Alla prima trasferta giapponese, Kiarostami si cala nella cultura locale in punta di piedi, senza operare sostanziali variazioni stilistiche rispetto al cinema che gli è più congeniale e affidandosi al punto di vista di uno dei tre personaggi principali: il professor Watanabe, interpretato da Tadashi Okuno, non professionista che ha fatto per cinquant'anni la comparsa senza pronunciare un parola, e che si ritrova a ricoprire un ruolo di primo piano a quanto pare a sua insaputa.
Dietro il volto di un anziano professore in pensione che si è occupato di sociologia e che ancora lavora come traduttore e conferenziere non è difficile intravedere la prospettiva di un affermato cineasta alle prese con l'autunno della propria carriera e con un soggetto - invero esile, debolissimo - che non padroneggia a dovere a causa della distanza culturale e generazionale che lo separa dalla location (poco conta un precedente mediometraggio dedicato a Ozu) e dagli altri due personaggi principali, una studentessa che si prostituisce e il suo irascibile fidanzato - un giovane meccanico - il più complesso e meno decifrabile del trio.

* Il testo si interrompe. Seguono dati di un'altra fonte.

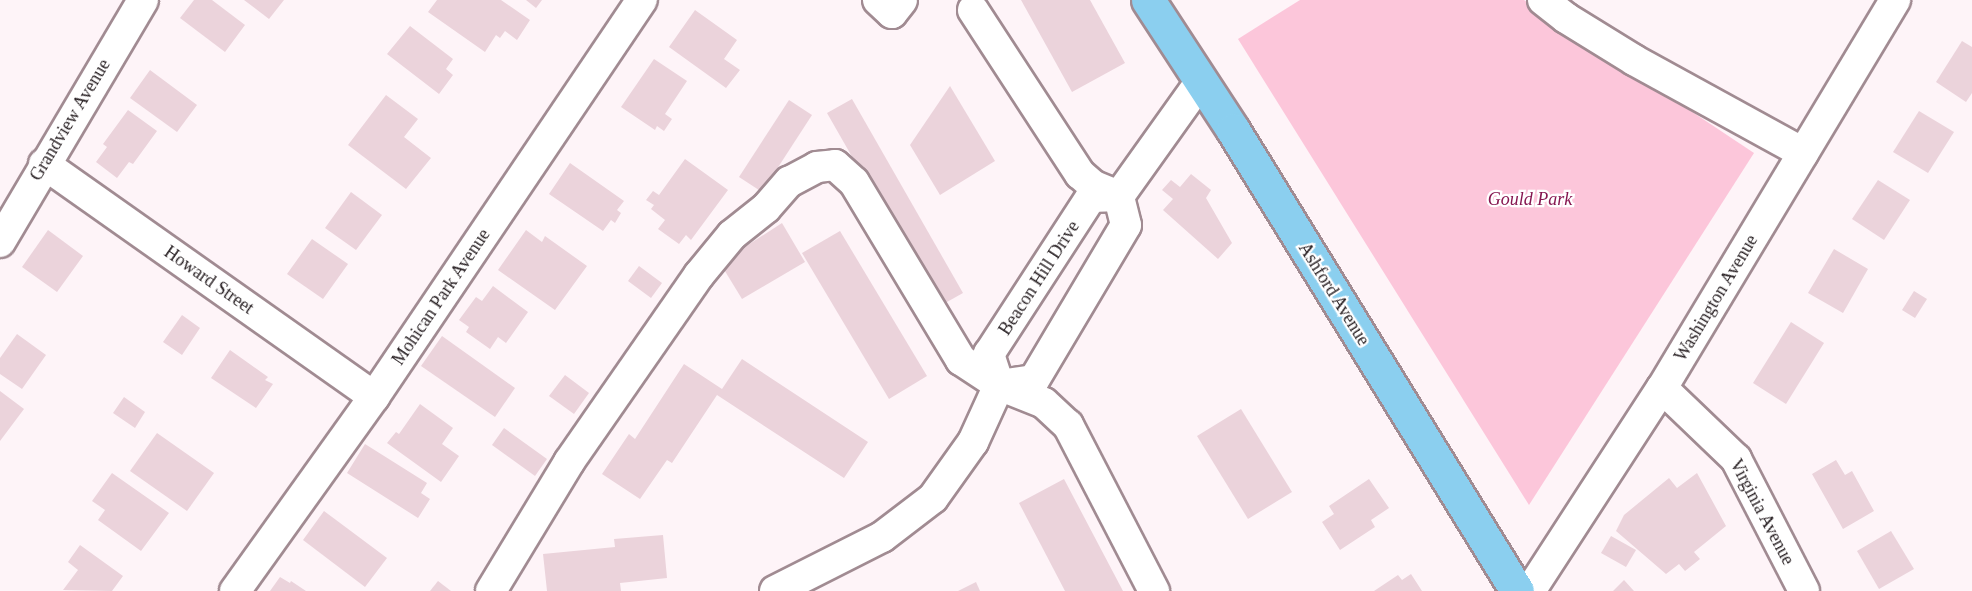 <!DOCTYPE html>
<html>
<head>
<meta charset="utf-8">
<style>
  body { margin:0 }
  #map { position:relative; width:1972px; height:591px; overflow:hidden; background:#fef4f8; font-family:Georgia,serif }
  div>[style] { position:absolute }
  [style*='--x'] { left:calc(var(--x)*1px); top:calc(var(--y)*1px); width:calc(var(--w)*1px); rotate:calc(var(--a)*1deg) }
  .green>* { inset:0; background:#fcc6da }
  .building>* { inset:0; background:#ebd3db }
  .roads { filter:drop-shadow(2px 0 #a18b92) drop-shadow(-2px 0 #a18b92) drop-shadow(0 2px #a18b92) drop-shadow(0 -2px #a18b92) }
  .minor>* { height:30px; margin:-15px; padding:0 15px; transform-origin:15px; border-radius:15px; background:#fff }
  .major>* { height:33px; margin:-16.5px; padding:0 16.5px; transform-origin:16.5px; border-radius:16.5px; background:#8bcfef }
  span { translate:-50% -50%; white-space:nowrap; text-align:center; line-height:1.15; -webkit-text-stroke:4.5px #fff; paint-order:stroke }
  .street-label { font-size:18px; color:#282023 }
  .park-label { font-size:18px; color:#861751; font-style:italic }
</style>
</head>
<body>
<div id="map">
  <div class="green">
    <i style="clip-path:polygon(1300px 0,1524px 0,1754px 153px,1529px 505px,1238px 39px)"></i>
  </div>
  <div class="building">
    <i style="clip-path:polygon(194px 0,212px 0,245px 25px,225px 52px,180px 18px)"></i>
    <i style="clip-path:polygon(244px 0,284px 0,269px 19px)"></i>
    <i style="clip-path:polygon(437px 0,501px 0,530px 20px,517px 40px,505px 31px,500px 38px,496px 35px,485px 52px,428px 12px)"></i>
    <i style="clip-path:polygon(526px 0,542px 0,536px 8px)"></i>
    <i style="clip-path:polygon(1021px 0,1090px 0,1125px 63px,1072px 92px)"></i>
    <i style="clip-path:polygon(695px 10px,737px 40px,724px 59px,740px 70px,726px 88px,669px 47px)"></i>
    <i style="clip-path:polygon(410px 26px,453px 59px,446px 69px,453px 75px,439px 94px,387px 54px)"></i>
    <i style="clip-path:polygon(1962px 41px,1972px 47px,1972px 93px,1966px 102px,1936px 82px)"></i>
    <i style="clip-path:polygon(654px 59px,687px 81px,665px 114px,672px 119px,664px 131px,657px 126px,655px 130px,621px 107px)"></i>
    <i style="clip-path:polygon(150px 70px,197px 105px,177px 132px,130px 98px)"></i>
    <i style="clip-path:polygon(950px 86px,995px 161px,940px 195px,910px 145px)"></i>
    <i style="clip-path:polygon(386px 95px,418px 119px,404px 137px,431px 158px,406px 189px,348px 145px)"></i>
    <i style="clip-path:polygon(852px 99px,963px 293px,938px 307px,827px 113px)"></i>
    <i style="clip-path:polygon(789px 100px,812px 115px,762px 192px,739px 177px)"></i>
    <i style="clip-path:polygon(128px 110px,157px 131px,133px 164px,129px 162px,117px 178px,96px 162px,107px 147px,103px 144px)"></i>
    <i style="clip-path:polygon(1919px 111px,1954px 132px,1928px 173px,1893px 152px)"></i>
    <i style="clip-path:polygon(685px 159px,728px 190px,691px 240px,686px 235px,679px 244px,658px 229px,665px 220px,651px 209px,654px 205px,646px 200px,653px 191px,659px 195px)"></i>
    <i style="clip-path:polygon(570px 163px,624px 201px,617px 210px,621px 213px,615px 223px,611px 220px,603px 231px,549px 194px)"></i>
    <i style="clip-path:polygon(1191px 174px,1211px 190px,1206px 198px,1232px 243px,1218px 259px,1163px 210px,1173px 199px,1162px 190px,1171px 180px,1180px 187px)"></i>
    <i style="clip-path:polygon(1878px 180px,1910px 200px,1884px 240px,1852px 219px)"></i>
    <i style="clip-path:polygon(351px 192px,382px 215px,356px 250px,325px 228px)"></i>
    <i style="clip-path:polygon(782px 223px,805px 262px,742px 299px,720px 263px)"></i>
    <i style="clip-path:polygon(48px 230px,83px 256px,57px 292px,22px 267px)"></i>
    <i style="clip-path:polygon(526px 230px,542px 242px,545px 236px,587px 266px,555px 310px,498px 270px)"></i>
    <i style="clip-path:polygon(840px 231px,927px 376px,889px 399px,802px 253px)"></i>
    <i style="clip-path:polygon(312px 239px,348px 264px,323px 299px,287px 274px)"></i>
    <i style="clip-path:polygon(1834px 249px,1868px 269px,1843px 313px,1808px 293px)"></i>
    <i style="clip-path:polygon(639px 266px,662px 283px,651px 298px,628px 281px)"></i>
    <i style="clip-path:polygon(493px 286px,528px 312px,506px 343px,498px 337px,490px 349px,466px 332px,469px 327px,459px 320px,476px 297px,482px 301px)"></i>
    <i style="clip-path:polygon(1914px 291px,1927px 299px,1915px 318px,1902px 310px)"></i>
    <i style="clip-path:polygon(182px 315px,200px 328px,182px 355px,163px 342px)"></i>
    <i style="clip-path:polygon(1791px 322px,1824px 343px,1786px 404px,1753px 383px)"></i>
    <i style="clip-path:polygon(17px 334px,46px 355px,22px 389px,0 374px,0 358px)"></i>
    <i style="clip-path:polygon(442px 336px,515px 388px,495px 417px,421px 366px)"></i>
    <i style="clip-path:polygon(230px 350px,268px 377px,265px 380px,273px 384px,256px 408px,211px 378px)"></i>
    <i style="clip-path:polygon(742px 359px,868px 442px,844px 478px,717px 395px,672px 463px,667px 460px,640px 499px,602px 474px,629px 434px,635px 439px,684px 364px,722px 389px)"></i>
    <i style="clip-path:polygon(565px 375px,589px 393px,574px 414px,549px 396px)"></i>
    <i style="clip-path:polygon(0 391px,24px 409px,0 441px)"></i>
    <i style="clip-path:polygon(124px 397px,145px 412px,135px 428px,113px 413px)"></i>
    <i style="clip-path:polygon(420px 404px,453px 428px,442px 444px,459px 456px,441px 482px,387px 443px,396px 432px,399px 434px)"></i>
    <i style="clip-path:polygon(1241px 409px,1292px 492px,1248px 519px,1197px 436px)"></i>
    <i style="clip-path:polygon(504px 428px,547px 459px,535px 476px,492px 445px)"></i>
    <i style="clip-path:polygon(157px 433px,214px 473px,187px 511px,130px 471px)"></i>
    <i style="clip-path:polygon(365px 444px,427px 483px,421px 493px,430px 499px,418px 518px,347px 473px)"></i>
    <i style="clip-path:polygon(1836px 460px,1845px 475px,1852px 471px,1874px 511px,1843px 529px,1812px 474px)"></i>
    <i style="clip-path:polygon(112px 473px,169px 513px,141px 551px,98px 520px,105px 510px,92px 501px)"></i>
    <i style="clip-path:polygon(1697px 473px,1726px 526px,1694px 552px,1700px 559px,1685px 571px,1679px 564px,1666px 574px,1616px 531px,1624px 515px,1669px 478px,1677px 488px)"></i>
    <i style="clip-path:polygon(1064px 479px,1123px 591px,1065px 591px,1019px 503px)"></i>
    <i style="clip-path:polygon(1369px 479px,1389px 508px,1371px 520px,1375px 527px,1340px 550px,1322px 522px,1334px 514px,1329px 506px)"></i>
    <i style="clip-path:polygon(324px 511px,387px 558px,365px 587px,303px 540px)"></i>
    <i style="clip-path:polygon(1891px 531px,1914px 569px,1879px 589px,1857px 551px)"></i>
    <i style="clip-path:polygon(663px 535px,667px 578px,620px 583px,621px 591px,547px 591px,543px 554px,615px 547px,614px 539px)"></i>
    <i style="clip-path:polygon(1611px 536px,1636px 550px,1626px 567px,1601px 553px)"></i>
    <i style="clip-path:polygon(80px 545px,123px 576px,112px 591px,63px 590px,78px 570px,68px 562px)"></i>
    <i style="clip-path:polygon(1411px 574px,1422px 591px,1374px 591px,1398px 575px,1402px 580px)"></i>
    <i style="clip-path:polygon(280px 577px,290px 583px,291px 581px,306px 591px,270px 591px)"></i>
    <i style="clip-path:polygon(1624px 580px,1634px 591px,1613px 591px)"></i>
    <i style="clip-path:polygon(438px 581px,451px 591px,430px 591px)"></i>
    <i style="clip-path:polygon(976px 582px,980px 591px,958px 591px)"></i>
  </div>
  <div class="roads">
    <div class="minor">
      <i style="--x:878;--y:0;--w:19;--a:43"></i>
      <i style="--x:892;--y:13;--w:16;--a:-52"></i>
      <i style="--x:1543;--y:0;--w:29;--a:38"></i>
      <i style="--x:1566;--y:18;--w:80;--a:31.7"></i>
      <i style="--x:1634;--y:60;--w:193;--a:28.8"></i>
      <i style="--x:973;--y:10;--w:196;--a:56.9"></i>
      <i style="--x:1080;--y:174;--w:18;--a:41"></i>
      <i style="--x:1094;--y:186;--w:27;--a:22"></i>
      <i style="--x:44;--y:164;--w:404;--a:35.2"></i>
      <i style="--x:0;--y:242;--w:281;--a:-59.4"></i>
      <i style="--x:999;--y:385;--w:35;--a:-8"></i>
      <i style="--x:1034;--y:380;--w:180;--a:-59.3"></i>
      <i style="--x:1126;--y:225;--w:30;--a:-104"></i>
      <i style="--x:1119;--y:196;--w:141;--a:-54.5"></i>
      <i style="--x:1662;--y:388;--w:103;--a:43.8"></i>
      <i style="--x:1736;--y:459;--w:148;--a:62.7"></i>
      <i style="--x:235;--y:591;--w:239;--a:-54.4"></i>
      <i style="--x:374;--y:397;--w:479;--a:-56"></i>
      <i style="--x:491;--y:591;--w:151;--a:-58.8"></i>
      <i style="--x:569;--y:462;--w:228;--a:-55.2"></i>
      <i style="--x:699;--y:275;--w:52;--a:-50.5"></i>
      <i style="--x:732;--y:235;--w:43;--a:-38.5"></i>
      <i style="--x:766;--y:208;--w:35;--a:-49"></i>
      <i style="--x:789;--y:182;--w:32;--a:-28"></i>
      <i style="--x:817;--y:167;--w:18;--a:-6"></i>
      <i style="--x:835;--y:165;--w:25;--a:42"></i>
      <i style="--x:854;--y:182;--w:208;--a:59"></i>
      <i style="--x:961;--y:360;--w:45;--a:33.3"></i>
      <i style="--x:999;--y:385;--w:48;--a:21.8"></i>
      <i style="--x:1044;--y:403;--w:33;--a:43"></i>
      <i style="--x:1068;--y:425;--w:187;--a:62.6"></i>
      <i style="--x:775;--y:591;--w:120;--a:-26.8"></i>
      <i style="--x:882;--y:537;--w:64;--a:-37.4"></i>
      <i style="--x:933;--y:498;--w:69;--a:-54.5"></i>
      <i style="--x:973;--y:442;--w:63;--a:-65.5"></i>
      <i style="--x:999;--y:385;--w:33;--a:-108"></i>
      <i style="--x:989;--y:354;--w:187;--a:-57"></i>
      <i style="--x:1091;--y:197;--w:28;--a:-2"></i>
      <i style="--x:1530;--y:591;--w:242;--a:-57"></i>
      <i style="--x:1662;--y:388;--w:453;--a:-59"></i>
    </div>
    <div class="major">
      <i style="--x:1148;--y:0;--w:155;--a:56.8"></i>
      <i style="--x:1233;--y:130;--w:541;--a:58.36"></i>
    </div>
  </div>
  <div class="street-label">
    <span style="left:70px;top:120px;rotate:-59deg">Grandview Avenue</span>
    <span style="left:1039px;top:278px;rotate:-57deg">Beacon Hill Drive</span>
    <span style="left:209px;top:280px;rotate:35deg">Howard Street</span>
    <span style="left:1334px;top:294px;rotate:58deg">Ashford Avenue</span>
    <span style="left:441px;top:297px;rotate:-56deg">Mohican Park Avenue</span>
    <span style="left:1716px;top:298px;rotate:-59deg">Washington Avenue</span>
    <span style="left:1762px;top:512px;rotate:62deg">Virginia Avenue</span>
  </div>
  <div class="park-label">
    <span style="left:1530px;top:199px">Gould Park</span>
  </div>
</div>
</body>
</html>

Tutto si svolge in meno di ventiquattro ore, la pellicola divisa in due parti di pressoché ugual durata. La prima notturna, la seconda alla luce del sole, con ambientazione costantemente in interni, siano essi quelli di un appartamento, siano quelli di un abitacolo tipicamente kiarostamiano. Anche i controcampi delle sequenze in automobile sono soggettive dall'interno della vettura. Ed è qui che il regista, affidandosi per non rischiare al proprio inconfondibile mestiere, si dimostra maggiormente a suo agio e crea momenti di indubbia suggestione (grazie anche ai giochi di luce di Katsumi Yanagijima, sulla falsariga di quanto fatto da Luca Bigazzi in "Copia Conforme"). È davvero un piacere ritrovare quei sottilissimi giochi di sguardo che rimandano al Kiarostami migliore, momenti perduti nelle opere recenti (inedite da noi) del cineasta, ultimamente alla ricerca di un linguaggio maggiormente sperimentale ed esasperato (si pensi all'uso sistematico del fuori campo, che qui è invece solo uno stilema all'interno di una gamma più articolata). Ma anche in "Copia conforme", vicenda di una coppia adulta priva del punto di vista del "terzo incomodo" che qui ritroviamo, e lavoro ben più intellettualistico di quest'ultimo, mancavano quelle reiterate interpellazioni dell'adulto rivolte al bambino o all'adolescente (e allo spettatore) che hanno fatto grande il cinema del Kiarostami più celebrato.
Ma al di là del senso di "déjà vu in altro luogo", che queste sequenze pur buone restituiscono, le note dolenti riguardano praticamente tutto il resto. Dicevamo di un soggetto inconsistente, sceneggiato in maniera altrettanto risibile, tra sospetti anacronismi (possibile che in Giappone si usino ancora così tanto le segreterie telefoniche?) e fiacche trovate tappabuchi (ad esempio la barzelletta sui millepiedi). Da chi ha realizzato copioni di estrema efficacia per sé e per i propri allievi non possiamo accettare una storiella improbabile e poco sviluppata, e un finale tranciante, di maniera, decisamente più irrisolto che sanamente aperto.
Distribuito da Lucky Red dopo quasi un anno dalla presentazione a Cannes 2012, e con un titolo italiano che annulla il riferimento al brano jazz "Like Someone in Love", "Qualcuno da amare" è indicato solo per pochi fan irriducibili che ancora non si rassegnano al declino di uno dei maggiori artisti contemporanei. E che magari, se non grideranno al capolavoro, daranno la colpa alla lontananza dall'Iran.